Jednak rzeczywista liczba nieletnich ofiar może być znacznie większa - dodaje raport. Najwięcej ich pochłaniają szlaki migracyjne przebiegające przez środkową i zachodnią część Morza Śródziemnego.
Łączną liczbę ofiar, które straciły życie bądź zaginęły na szlakach migracyjnych w latach 2014-18 ocenia się na 32 000. IOM zastrzega jednak w swym raporcie, że zgromadzone dane nie są kompletne. Rzeczywista liczba ofiar, zwłaszcza wśród dzieci, może być znacznie wyższa, ponieważ ich dane są rzadziej odnotowywane.
IOM od 2014 r. odnotowuje corocznie wszystkie zgromadzone dane dotyczące migrantów, a od bieżącego roku współpracuje z Funduszem Narodów Zjednoczonych na rzecz Dzieci (UNICEF) i obie organizacje nasiliły współpracę przy gromadzeniu wszystkich danych dotyczących zaginionych w drodze dzieci-migrantów.
Statystyki potwierdzają, że największa liczba migrantów ginie na Morzu Śródziemnym; w latach 2014-18 odnotowano 17 900 ofiar śmiertelnych, ale odnaleziono zwłoki jedynie 12 000 spośród nich.

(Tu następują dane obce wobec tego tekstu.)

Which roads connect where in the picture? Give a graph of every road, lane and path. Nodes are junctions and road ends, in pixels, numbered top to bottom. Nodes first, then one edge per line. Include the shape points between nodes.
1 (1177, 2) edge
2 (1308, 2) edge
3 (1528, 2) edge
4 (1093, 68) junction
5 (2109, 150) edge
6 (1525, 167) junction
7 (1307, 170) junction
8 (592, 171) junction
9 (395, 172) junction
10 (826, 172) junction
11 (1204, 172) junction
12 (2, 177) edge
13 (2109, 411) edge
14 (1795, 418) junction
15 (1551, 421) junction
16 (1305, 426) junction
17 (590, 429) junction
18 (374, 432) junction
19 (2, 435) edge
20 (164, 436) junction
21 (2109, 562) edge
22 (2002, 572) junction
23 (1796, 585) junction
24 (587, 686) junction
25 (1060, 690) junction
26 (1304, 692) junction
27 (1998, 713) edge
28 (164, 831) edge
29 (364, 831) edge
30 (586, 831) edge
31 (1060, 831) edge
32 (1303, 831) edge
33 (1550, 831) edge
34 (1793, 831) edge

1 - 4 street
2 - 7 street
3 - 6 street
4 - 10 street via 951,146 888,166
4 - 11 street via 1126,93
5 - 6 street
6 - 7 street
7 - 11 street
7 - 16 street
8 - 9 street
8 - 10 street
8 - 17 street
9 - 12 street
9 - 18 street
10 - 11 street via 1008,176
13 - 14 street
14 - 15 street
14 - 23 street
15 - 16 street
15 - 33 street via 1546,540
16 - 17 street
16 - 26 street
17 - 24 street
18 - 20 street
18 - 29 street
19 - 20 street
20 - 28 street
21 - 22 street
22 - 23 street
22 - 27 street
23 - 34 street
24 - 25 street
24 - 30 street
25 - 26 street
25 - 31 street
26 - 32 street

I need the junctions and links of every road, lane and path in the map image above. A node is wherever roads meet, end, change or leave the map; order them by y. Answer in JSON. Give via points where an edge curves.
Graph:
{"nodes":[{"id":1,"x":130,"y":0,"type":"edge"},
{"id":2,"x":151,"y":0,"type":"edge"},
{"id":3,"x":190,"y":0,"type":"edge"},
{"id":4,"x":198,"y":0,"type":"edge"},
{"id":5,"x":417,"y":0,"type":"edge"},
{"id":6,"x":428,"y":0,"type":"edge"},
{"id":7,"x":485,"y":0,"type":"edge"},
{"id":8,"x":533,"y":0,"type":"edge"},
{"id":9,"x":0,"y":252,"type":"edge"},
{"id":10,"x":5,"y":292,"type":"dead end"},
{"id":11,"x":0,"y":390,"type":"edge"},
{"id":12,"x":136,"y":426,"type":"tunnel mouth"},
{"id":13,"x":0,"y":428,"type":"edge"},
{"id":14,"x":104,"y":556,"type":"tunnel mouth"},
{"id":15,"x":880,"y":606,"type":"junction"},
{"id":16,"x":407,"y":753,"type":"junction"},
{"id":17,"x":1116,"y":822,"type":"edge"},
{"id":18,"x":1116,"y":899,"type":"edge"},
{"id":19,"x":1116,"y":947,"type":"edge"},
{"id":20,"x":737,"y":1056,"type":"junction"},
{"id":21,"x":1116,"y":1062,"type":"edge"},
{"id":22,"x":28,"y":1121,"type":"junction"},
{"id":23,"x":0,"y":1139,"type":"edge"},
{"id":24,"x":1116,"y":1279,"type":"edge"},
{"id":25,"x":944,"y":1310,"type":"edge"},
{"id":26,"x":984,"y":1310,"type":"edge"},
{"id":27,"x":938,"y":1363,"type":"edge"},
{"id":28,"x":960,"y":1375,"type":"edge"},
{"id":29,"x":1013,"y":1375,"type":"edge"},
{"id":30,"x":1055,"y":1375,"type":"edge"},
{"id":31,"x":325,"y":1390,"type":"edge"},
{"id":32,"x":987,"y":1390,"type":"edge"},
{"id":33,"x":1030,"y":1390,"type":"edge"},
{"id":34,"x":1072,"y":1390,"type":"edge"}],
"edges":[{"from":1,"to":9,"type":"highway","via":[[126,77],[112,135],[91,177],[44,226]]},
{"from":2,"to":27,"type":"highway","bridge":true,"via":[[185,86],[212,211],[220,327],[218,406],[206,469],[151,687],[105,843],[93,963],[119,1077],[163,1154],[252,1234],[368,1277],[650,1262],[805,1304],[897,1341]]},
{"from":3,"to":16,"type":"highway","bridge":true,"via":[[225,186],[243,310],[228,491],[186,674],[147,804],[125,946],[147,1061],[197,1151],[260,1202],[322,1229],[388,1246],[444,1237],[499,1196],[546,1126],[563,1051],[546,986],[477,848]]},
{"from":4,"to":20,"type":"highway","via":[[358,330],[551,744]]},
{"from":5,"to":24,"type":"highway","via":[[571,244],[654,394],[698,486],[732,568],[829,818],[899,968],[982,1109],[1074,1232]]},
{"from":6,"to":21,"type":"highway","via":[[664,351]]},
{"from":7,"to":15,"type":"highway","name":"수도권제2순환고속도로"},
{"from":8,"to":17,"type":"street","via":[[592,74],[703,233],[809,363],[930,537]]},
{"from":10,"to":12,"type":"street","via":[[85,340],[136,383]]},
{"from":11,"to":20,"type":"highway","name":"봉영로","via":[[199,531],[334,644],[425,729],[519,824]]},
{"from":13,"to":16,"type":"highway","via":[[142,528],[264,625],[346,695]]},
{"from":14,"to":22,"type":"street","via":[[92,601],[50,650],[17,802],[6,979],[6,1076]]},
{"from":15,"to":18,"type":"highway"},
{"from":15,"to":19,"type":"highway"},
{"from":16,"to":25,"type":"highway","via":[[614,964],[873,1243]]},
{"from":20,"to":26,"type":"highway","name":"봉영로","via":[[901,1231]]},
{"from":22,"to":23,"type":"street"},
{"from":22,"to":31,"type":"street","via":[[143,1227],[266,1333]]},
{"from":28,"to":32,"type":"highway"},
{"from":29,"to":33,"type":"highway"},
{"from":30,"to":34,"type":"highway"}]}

W 2018 r. liczba migrantów, którzy stracili życie podczas przeprawy przez Morze Śródziemne zmalała o 26 proc. Zmniejszyła się z 3,2 tys. do 2,2 tys., co wynikało - przynajmniej częściowo - z bardzo znacznego zmniejszenia się liczby migrantów, którzy próbowali przepłynąć Morze Śródziemne (ze 144 tys. przed dwoma laty do 45,6 tys. w ubiegłym roku).
Jednak w rzeczywistości czyhające na migranta "niebezpieczeństwo utraty życia w drodze przez Morze Śródziemne znacznie wzrosło, na co wskazują ostrożne statystyki: ustalono, że w 2018 roku w drodze przez Morze Śródziemne ginęło 3 proc. migrantów, podczas gdy w 2017 r. - 2 proc.
Najbardziej niebezpieczny był tzw. środkowy śródziemnomorski szlak migracyjny, którym migranci próbowali docierać z Libii do Włoch i na Maltę. Podczas przeprawy na tej trasie straciło życie lub zaginęło w 2018 roku 1 314 migrantów.
Inna z najryzykowniejszych tras migracji przebiega z Ameryki Środkowej przez Meksyk do granicy Stanów Zjednoczonych. W ciągu ostatnich pięciu lat straciło tam życie 1 907 migrantów.